Look through the data below and extract, unchanged, the lines from the one that contains "Road topology of the map" to the one that contains "Extract the road graph of the map", both included.

◆ ◆ ◆ ◆

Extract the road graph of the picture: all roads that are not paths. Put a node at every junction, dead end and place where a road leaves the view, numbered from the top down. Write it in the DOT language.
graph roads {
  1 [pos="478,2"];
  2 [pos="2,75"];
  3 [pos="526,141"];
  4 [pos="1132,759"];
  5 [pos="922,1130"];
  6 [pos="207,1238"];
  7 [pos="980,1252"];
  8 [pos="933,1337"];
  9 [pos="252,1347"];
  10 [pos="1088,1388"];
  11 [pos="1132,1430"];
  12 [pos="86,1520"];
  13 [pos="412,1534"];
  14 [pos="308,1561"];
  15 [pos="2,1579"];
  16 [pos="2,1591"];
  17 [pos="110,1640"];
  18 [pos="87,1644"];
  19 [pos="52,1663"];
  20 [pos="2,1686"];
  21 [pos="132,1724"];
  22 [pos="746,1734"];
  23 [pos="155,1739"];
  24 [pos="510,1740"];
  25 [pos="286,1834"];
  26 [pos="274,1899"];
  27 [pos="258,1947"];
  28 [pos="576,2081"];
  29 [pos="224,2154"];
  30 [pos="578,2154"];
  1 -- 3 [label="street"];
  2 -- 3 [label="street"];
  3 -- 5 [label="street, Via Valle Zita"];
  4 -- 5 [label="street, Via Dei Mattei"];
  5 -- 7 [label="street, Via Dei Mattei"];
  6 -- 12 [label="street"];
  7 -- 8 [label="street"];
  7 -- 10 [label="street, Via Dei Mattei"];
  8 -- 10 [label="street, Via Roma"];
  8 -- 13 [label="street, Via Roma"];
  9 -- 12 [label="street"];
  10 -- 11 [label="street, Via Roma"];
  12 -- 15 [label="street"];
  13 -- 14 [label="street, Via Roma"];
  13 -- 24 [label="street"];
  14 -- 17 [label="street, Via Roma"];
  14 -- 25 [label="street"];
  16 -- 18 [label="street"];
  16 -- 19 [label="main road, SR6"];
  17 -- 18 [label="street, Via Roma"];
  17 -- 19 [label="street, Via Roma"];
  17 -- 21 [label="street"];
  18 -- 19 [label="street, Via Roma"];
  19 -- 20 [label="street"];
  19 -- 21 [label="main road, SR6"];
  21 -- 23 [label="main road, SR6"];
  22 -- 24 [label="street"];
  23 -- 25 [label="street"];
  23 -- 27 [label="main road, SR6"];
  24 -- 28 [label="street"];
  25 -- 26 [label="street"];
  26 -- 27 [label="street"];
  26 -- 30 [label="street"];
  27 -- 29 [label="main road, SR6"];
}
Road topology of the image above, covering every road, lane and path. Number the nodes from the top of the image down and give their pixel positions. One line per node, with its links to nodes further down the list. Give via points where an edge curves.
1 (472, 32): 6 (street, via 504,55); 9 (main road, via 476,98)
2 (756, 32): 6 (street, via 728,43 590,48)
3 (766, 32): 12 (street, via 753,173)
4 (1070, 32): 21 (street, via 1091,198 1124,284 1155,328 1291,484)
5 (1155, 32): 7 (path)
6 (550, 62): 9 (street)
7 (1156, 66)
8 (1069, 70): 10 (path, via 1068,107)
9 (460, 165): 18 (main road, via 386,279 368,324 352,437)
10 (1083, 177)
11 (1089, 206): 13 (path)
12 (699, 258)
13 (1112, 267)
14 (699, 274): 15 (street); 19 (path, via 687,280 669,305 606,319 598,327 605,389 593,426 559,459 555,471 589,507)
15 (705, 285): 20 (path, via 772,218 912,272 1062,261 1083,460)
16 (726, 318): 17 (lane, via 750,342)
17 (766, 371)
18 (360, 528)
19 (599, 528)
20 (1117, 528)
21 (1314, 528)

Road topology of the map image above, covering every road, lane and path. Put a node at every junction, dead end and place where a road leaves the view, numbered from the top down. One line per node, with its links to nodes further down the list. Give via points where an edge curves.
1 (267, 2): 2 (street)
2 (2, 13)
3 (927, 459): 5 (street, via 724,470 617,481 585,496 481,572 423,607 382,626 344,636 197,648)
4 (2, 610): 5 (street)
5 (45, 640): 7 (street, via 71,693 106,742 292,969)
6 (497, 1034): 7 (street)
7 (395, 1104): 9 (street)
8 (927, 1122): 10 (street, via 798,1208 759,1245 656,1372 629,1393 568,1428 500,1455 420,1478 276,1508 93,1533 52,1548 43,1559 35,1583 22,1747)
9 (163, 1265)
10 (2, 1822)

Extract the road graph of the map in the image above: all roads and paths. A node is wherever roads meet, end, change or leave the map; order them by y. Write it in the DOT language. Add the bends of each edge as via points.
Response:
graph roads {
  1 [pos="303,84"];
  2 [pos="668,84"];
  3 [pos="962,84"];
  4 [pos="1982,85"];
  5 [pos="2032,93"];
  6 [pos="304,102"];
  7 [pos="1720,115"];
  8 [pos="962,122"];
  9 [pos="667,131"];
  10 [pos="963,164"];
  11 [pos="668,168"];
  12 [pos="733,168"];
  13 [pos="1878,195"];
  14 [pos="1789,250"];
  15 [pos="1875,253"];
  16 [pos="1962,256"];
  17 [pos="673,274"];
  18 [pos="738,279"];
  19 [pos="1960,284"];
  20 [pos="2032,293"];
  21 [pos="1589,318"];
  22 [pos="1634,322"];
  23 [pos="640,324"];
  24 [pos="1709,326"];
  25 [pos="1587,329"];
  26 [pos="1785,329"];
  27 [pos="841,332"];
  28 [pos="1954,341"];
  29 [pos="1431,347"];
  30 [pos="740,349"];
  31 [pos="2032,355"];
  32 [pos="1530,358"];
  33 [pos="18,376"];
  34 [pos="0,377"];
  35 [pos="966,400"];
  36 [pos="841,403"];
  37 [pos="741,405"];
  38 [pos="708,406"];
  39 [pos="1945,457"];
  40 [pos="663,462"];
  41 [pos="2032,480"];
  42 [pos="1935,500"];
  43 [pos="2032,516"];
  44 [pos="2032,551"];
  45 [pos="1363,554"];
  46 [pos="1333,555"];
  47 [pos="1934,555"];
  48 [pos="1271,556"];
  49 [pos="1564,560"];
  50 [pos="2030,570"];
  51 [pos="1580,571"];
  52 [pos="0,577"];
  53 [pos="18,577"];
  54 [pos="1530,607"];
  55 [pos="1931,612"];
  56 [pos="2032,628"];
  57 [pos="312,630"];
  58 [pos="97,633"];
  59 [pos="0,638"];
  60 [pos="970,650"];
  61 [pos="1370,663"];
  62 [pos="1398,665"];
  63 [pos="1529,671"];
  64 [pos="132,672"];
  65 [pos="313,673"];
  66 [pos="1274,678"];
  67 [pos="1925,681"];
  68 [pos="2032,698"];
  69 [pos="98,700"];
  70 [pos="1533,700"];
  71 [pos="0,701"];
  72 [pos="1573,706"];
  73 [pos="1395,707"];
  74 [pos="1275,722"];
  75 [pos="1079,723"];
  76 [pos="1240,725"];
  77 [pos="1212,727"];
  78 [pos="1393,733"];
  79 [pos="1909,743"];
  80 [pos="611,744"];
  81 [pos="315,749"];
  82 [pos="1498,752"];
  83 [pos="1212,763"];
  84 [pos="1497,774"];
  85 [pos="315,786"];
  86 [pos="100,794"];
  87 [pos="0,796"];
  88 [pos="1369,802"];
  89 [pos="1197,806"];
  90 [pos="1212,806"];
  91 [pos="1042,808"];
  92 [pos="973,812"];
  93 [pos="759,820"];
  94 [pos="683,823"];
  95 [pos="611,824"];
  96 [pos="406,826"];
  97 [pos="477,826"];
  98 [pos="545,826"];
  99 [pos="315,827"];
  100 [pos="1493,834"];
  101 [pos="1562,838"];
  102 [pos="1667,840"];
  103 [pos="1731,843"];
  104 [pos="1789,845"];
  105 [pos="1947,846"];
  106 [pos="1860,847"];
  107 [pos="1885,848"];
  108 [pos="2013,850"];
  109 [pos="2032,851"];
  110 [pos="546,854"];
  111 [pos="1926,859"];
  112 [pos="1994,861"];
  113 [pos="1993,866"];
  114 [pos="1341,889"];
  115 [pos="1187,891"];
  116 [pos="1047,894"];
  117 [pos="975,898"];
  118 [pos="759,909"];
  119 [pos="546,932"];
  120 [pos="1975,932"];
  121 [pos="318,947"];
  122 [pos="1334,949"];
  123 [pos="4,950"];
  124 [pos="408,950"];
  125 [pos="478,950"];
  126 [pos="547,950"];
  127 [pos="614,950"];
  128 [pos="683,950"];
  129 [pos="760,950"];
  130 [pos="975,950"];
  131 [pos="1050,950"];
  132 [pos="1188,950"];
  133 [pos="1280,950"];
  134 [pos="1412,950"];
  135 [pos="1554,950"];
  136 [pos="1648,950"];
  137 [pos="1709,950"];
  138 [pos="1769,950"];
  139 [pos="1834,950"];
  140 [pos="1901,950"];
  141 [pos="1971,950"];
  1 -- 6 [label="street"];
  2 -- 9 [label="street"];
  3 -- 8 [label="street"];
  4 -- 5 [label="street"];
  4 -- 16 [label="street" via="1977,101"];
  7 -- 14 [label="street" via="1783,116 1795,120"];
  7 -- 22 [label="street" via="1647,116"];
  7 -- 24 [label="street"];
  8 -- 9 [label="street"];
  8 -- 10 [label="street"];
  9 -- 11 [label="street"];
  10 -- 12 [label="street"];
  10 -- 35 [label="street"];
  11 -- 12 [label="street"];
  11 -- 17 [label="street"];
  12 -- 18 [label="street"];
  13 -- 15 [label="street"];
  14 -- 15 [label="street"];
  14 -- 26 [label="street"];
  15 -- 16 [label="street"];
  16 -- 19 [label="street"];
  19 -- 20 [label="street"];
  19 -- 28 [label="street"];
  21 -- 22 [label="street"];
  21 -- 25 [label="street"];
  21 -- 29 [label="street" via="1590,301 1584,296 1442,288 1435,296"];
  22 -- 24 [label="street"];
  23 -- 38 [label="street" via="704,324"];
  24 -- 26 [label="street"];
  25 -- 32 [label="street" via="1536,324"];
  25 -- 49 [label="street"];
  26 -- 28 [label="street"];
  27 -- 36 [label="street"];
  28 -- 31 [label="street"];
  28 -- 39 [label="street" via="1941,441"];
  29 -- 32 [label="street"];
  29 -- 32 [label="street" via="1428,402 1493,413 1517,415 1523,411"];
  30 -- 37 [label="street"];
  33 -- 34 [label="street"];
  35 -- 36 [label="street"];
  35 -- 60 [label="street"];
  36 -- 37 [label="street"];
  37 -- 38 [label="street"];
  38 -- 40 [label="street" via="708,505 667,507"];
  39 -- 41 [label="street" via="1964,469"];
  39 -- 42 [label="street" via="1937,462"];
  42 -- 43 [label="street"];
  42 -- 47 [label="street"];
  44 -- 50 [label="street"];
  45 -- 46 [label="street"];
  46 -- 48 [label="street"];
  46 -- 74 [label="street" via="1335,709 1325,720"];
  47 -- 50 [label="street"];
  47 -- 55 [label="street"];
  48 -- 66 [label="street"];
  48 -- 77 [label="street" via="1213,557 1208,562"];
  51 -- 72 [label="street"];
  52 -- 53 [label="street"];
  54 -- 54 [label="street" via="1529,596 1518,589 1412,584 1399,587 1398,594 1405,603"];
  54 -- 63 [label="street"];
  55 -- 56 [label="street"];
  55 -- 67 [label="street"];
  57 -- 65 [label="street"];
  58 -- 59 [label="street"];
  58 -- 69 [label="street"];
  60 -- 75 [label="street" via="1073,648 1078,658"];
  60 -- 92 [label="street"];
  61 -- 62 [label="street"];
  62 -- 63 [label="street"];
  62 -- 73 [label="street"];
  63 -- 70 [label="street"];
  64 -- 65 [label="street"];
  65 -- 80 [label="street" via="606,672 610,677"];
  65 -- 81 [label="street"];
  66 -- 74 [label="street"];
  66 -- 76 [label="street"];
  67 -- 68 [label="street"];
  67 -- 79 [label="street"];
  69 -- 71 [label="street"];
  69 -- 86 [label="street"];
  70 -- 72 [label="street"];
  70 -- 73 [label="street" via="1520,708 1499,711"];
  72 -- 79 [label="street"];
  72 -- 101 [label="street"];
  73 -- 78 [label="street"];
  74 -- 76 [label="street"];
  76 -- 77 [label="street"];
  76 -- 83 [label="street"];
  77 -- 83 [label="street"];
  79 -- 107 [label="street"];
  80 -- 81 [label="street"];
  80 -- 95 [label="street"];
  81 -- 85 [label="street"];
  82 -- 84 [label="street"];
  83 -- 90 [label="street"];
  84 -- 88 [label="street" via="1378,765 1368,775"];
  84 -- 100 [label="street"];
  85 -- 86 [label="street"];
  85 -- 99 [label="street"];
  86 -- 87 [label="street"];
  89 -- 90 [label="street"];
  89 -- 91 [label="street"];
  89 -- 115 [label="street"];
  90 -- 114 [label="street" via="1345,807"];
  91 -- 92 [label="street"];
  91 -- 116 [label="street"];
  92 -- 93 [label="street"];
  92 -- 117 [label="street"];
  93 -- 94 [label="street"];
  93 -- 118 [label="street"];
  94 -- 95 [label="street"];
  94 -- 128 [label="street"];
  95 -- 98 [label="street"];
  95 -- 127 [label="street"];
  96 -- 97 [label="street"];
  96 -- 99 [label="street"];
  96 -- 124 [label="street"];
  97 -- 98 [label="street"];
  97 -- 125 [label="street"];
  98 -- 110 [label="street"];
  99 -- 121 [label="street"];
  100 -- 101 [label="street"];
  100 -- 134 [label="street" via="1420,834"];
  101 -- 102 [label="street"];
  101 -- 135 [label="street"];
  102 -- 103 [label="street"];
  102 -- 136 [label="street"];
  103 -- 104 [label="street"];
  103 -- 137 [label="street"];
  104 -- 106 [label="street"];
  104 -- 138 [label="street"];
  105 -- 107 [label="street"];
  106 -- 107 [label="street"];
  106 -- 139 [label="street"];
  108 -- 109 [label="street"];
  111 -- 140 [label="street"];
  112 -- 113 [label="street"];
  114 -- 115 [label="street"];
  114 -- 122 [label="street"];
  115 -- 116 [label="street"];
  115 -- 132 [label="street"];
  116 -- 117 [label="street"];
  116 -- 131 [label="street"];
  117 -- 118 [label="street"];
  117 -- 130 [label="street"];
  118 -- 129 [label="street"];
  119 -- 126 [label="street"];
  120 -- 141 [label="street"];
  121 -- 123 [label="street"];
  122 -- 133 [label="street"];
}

◆ ◆ ◆ ◆

= Task response =
Road topology of the map image above, covering every road, lane and path. Put a node at every junction, dead end and place where a road leaves the view, numbered from the top down. One line per node, with its links to nodes further down the list. Give via points where an edge curves.
1 (267, 2): 2 (street)
2 (2, 13)
3 (927, 459): 5 (street, via 724,470 617,481 585,496 481,572 423,607 382,626 344,636 197,648)
4 (2, 610): 5 (street)
5 (45, 640): 7 (street, via 71,693 106,742 292,969)
6 (497, 1034): 7 (street)
7 (395, 1104): 9 (street)
8 (927, 1122): 10 (street, via 798,1208 759,1245 656,1372 629,1393 568,1428 500,1455 420,1478 276,1508 93,1533 52,1548 43,1559 35,1583 22,1747)
9 (163, 1265)
10 (2, 1822)

Extract the road graph of the map in the image above: all roads and paths. A node is wherever roads meet, end, change or leave the map; order them by y. Write it in the DOT language. Add the bends of each edge as via points.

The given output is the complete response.